[Problem]
Every line in the records below with the string "view" needs to be copied out.

[Records for the exercise]
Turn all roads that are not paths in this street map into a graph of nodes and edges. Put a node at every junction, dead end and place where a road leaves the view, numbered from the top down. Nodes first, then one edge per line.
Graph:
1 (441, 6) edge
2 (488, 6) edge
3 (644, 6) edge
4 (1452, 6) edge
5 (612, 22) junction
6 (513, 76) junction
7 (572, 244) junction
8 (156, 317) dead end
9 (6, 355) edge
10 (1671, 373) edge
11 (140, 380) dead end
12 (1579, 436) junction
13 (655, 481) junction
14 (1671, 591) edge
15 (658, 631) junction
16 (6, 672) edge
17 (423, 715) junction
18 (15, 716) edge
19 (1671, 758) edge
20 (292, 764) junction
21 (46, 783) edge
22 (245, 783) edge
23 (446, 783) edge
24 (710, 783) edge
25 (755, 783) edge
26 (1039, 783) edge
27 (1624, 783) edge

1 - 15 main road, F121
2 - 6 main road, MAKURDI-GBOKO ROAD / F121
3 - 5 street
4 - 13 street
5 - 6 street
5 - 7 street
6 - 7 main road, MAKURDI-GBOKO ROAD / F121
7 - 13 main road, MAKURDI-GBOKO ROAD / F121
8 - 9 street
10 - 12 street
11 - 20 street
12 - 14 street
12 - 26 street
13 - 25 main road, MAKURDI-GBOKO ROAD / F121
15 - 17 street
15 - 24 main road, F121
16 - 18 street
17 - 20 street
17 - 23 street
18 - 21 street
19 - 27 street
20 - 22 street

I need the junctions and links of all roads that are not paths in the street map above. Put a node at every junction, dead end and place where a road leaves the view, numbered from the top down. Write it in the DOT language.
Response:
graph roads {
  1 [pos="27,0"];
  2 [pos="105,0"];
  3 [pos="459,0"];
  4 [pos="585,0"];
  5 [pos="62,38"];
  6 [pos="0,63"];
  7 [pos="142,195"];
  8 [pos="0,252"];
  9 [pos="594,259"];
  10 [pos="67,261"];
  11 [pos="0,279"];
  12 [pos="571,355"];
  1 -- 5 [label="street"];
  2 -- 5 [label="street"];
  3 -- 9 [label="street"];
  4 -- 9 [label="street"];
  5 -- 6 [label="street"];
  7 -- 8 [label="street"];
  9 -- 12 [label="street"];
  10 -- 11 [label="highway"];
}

[Solution to the exercise]
Turn all roads that are not paths in this street map into a graph of nodes and edges. Put a node at every junction, dead end and place where a road leaves the view, numbered from the top down. Nodes first, then one edge per line.
I need the junctions and links of all roads that are not paths in the street map above. Put a node at every junction, dead end and place where a road leaves the view, numbered from the top down. Write it in the DOT language.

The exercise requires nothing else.